## Task:
Filter the material, keeping only lines with the word "Digitize".

* * *

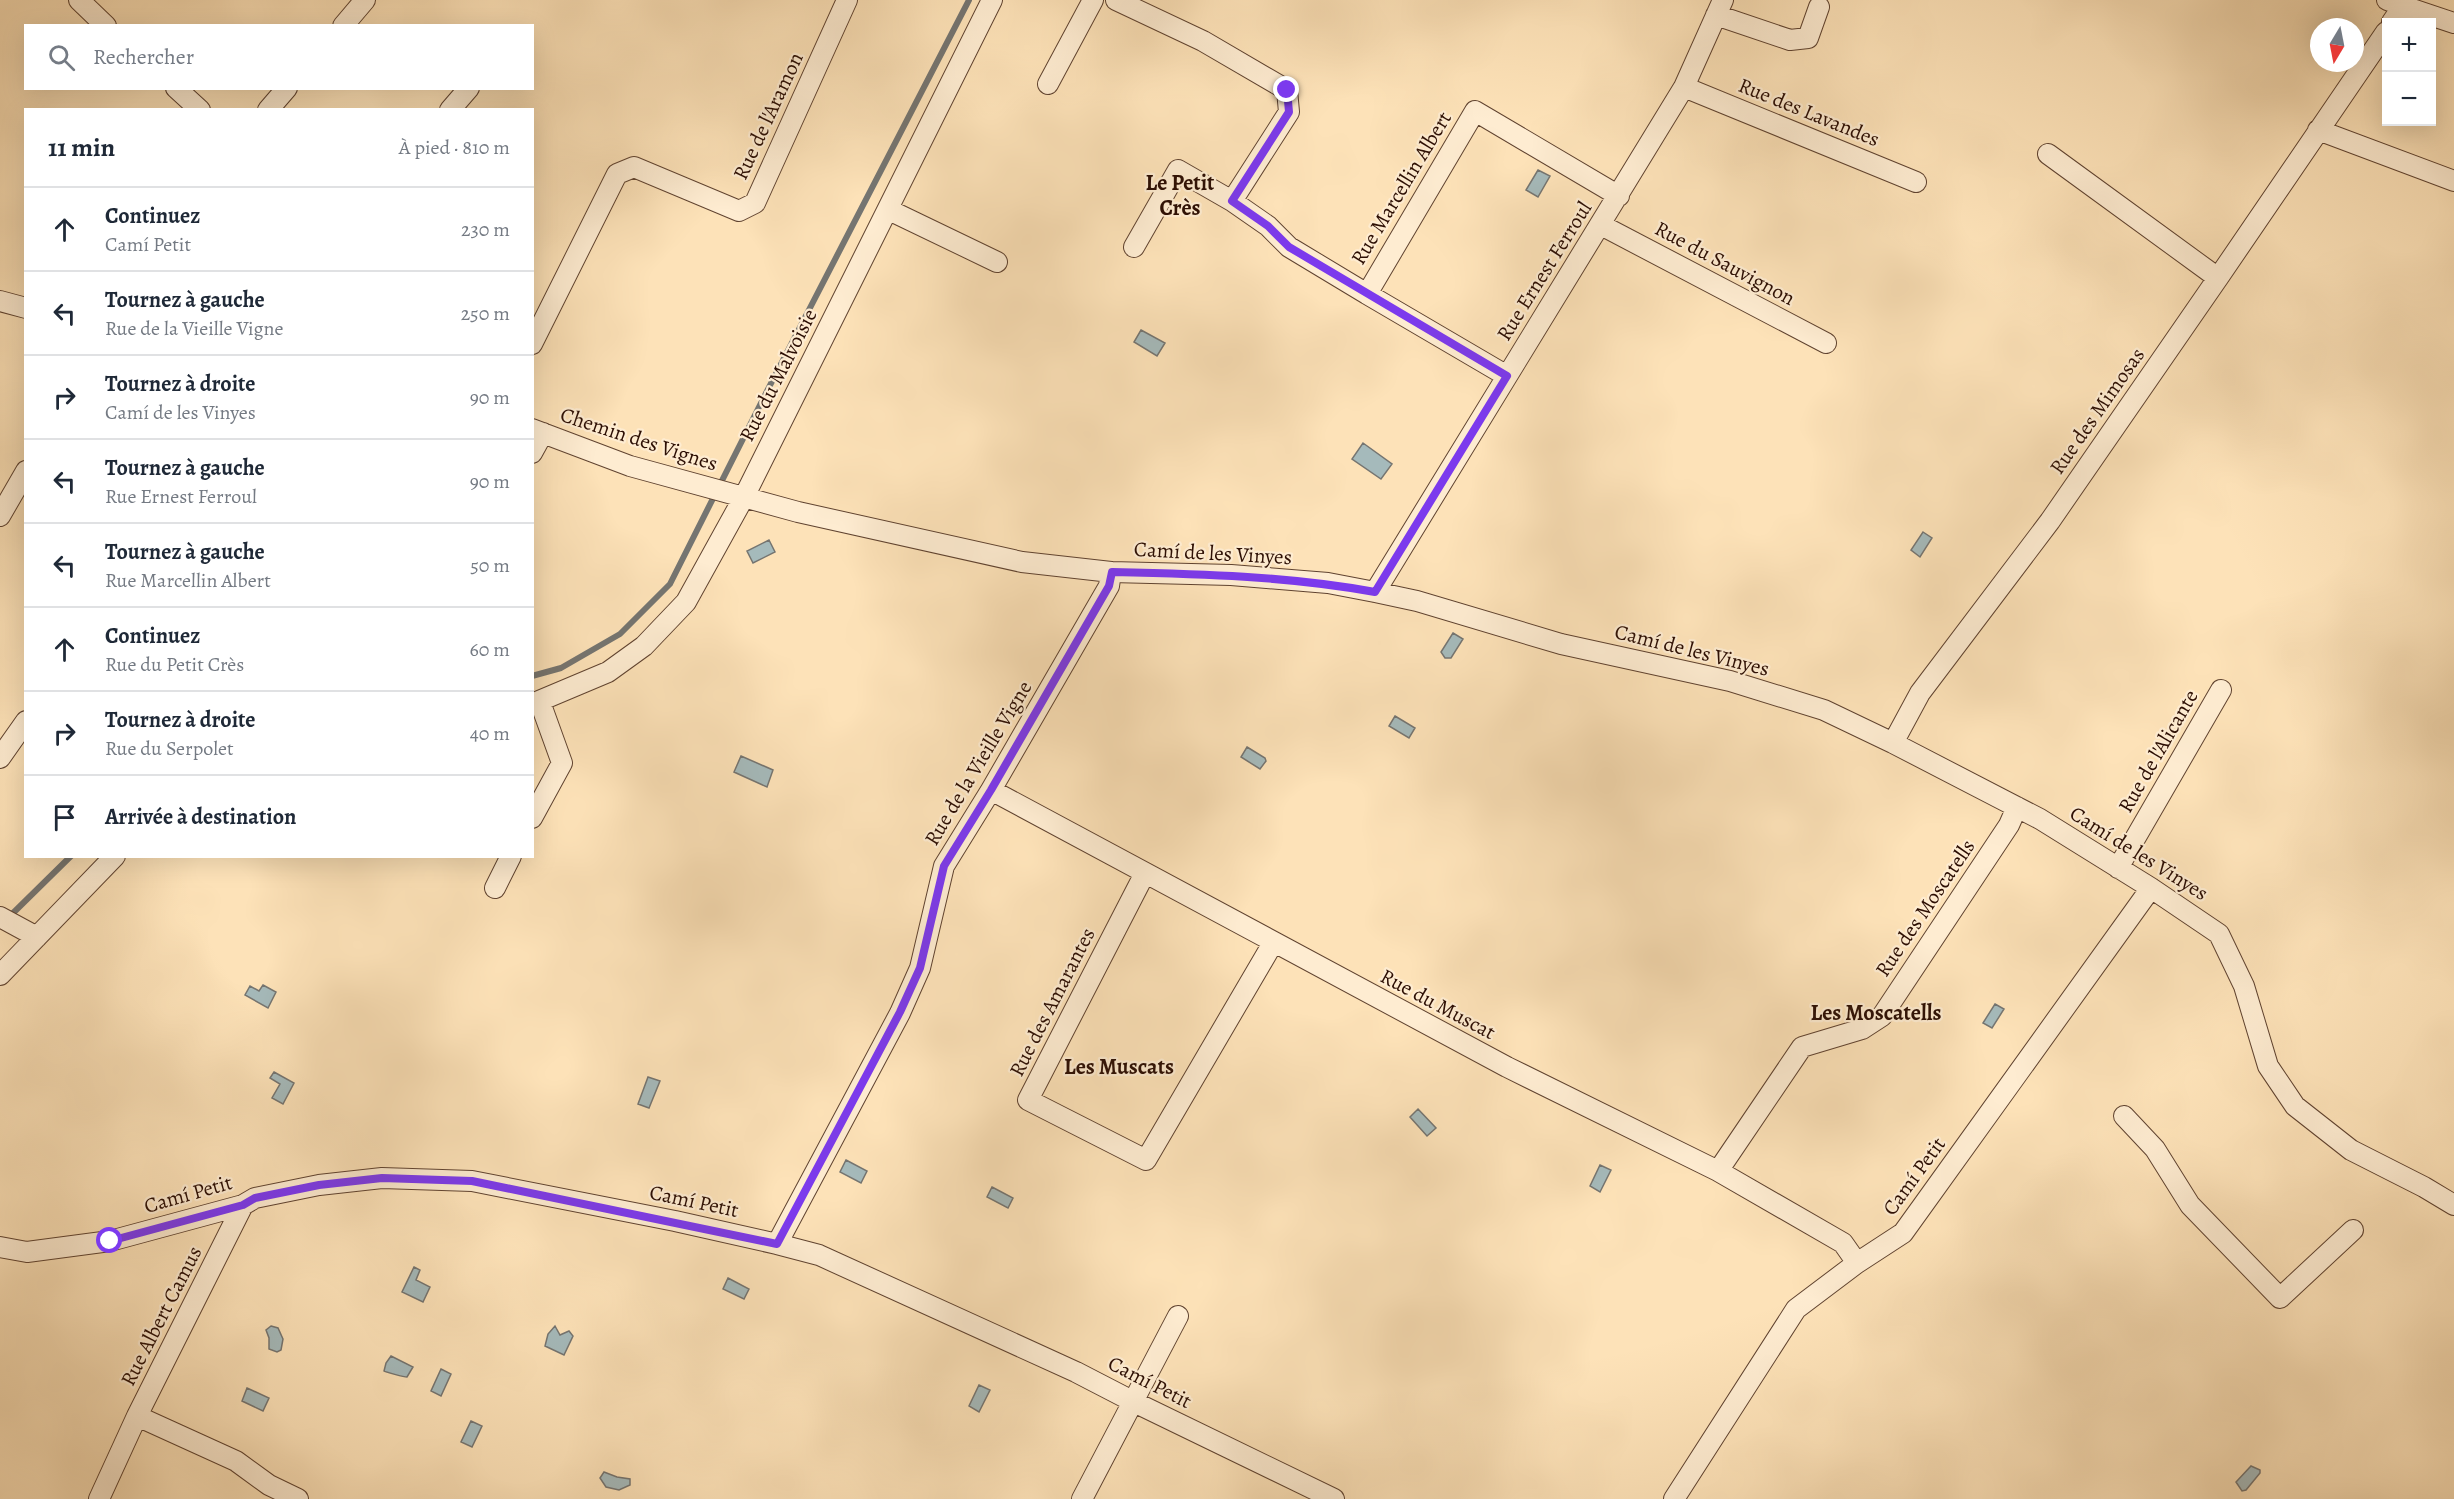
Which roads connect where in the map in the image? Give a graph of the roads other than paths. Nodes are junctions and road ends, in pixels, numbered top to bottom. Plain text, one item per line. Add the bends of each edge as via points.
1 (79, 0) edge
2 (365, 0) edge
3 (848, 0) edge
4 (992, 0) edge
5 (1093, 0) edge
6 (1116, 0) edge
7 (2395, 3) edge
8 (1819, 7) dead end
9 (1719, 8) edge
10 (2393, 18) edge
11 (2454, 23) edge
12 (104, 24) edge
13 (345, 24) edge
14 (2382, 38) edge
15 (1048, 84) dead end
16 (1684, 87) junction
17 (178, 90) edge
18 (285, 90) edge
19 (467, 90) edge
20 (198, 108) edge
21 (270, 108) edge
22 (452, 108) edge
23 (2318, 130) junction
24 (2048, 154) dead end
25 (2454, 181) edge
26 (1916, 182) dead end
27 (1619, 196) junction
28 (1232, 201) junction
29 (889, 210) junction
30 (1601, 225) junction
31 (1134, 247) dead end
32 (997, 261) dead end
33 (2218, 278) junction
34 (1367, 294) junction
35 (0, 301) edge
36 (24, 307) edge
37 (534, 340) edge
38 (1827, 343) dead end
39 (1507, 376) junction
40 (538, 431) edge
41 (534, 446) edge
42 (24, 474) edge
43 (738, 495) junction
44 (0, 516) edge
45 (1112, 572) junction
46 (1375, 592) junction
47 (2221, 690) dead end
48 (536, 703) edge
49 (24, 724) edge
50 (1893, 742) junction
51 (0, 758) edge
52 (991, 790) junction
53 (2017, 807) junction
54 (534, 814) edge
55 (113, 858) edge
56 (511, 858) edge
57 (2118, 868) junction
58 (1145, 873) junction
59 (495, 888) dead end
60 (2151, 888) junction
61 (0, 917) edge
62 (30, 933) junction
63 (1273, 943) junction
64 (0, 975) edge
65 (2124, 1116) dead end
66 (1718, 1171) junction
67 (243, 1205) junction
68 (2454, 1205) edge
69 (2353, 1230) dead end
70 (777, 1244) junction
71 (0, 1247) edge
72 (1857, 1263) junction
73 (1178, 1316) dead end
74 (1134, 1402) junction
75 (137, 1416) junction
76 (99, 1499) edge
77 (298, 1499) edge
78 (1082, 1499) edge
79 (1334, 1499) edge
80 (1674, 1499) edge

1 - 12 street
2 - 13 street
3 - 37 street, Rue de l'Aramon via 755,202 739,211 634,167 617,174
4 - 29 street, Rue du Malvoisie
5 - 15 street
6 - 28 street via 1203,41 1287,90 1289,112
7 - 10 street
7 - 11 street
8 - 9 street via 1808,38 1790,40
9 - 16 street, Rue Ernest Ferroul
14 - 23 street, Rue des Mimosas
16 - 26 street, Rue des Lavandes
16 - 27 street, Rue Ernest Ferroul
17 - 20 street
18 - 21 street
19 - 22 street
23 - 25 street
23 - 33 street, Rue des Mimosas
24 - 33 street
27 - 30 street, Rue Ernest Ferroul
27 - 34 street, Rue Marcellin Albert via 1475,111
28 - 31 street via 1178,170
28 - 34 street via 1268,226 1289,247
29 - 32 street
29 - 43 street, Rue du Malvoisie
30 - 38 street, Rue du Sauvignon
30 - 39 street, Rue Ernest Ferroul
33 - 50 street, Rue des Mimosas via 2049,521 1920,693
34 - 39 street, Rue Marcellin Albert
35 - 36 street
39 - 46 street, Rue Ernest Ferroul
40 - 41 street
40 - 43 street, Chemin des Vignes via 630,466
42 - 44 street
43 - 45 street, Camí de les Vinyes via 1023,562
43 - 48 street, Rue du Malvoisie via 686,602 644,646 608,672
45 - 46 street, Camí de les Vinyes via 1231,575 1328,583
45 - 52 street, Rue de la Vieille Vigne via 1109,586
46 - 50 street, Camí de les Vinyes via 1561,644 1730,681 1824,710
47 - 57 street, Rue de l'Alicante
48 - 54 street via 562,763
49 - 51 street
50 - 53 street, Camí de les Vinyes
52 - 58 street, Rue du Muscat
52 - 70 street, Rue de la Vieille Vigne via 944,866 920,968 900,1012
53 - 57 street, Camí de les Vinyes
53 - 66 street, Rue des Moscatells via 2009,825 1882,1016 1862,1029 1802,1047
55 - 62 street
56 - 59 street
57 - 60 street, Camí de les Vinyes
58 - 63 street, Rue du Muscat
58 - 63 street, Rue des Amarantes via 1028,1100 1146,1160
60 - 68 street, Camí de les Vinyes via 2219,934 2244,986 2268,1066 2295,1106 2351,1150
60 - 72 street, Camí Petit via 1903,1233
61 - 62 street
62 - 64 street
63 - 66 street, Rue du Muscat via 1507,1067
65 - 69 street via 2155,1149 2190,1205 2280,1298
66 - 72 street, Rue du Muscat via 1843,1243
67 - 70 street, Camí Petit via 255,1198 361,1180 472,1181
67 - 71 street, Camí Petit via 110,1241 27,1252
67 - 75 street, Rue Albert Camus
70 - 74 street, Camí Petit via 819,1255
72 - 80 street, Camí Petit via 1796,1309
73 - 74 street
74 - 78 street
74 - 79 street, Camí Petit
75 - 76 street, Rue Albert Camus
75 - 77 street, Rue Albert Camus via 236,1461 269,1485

* * *

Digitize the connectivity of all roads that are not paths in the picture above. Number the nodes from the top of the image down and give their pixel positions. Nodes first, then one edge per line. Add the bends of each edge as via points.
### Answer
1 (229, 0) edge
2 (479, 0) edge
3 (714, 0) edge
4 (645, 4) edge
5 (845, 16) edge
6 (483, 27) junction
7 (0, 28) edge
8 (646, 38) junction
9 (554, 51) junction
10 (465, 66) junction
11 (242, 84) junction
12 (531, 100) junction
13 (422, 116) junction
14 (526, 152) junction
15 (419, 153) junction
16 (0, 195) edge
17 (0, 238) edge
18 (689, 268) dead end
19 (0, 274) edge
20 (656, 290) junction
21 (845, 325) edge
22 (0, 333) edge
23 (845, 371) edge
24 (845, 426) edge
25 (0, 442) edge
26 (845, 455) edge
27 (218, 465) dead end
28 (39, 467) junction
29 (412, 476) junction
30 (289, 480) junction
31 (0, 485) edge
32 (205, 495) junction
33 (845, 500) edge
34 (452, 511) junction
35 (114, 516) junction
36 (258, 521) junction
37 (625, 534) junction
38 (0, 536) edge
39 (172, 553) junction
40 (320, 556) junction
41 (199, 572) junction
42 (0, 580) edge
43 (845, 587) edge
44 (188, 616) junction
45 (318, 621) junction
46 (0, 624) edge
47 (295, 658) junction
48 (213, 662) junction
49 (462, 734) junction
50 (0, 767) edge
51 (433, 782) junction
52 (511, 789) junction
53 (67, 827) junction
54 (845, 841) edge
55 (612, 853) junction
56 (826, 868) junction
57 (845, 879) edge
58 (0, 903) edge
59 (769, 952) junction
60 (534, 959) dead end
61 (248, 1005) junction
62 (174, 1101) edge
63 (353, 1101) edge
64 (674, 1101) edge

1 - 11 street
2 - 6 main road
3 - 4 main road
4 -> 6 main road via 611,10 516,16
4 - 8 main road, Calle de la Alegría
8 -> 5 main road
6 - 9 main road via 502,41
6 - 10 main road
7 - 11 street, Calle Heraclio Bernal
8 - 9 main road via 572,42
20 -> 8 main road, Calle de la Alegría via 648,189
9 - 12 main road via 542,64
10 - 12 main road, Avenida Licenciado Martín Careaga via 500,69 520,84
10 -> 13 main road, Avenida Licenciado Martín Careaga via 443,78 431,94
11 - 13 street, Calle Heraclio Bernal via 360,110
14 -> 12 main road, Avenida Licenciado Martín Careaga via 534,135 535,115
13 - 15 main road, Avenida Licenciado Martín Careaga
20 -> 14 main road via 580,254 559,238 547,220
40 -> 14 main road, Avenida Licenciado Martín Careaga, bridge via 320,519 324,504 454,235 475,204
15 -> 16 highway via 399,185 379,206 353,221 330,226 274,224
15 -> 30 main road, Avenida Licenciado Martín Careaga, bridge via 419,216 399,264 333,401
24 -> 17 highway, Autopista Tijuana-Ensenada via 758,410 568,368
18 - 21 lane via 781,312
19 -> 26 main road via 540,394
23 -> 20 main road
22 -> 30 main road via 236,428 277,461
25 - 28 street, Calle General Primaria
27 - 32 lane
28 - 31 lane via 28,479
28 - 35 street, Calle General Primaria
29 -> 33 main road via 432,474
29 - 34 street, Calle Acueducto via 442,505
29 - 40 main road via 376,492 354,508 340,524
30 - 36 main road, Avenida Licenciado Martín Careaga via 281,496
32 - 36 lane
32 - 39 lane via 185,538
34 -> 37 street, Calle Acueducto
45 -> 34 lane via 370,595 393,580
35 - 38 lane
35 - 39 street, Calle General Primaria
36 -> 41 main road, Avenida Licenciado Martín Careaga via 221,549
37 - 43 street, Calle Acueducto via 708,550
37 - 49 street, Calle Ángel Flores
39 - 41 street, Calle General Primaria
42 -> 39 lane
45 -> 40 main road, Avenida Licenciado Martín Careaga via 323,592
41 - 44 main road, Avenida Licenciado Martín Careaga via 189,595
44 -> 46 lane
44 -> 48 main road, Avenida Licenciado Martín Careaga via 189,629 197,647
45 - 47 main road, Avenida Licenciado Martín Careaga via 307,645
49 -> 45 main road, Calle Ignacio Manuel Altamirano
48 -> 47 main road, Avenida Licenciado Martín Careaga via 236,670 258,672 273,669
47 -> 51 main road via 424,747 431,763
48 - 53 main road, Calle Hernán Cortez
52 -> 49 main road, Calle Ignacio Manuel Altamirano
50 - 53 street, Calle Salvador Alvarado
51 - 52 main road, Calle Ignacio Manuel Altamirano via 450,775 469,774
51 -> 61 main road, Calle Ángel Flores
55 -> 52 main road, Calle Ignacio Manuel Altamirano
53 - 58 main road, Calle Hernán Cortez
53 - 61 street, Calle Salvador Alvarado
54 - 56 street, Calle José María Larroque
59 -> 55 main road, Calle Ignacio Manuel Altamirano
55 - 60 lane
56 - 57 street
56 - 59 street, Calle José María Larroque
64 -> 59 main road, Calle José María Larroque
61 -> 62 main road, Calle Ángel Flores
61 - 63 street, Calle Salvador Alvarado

* * *

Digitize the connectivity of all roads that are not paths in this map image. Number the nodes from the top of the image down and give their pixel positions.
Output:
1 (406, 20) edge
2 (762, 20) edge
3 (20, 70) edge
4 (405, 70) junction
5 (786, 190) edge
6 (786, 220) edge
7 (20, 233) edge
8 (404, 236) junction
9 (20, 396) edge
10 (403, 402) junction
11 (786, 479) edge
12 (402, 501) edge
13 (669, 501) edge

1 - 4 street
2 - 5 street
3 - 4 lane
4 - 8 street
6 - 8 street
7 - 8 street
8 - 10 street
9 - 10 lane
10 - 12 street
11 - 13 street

* * *

## Answer to this exercise:
Digitize the connectivity of all roads that are not paths in the picture above. Number the nodes from the top of the image down and give their pixel positions. Nodes first, then one edge per line. Add the bends of each edge as via points.
Digitize the connectivity of all roads that are not paths in this map image. Number the nodes from the top of the image down and give their pixel positions.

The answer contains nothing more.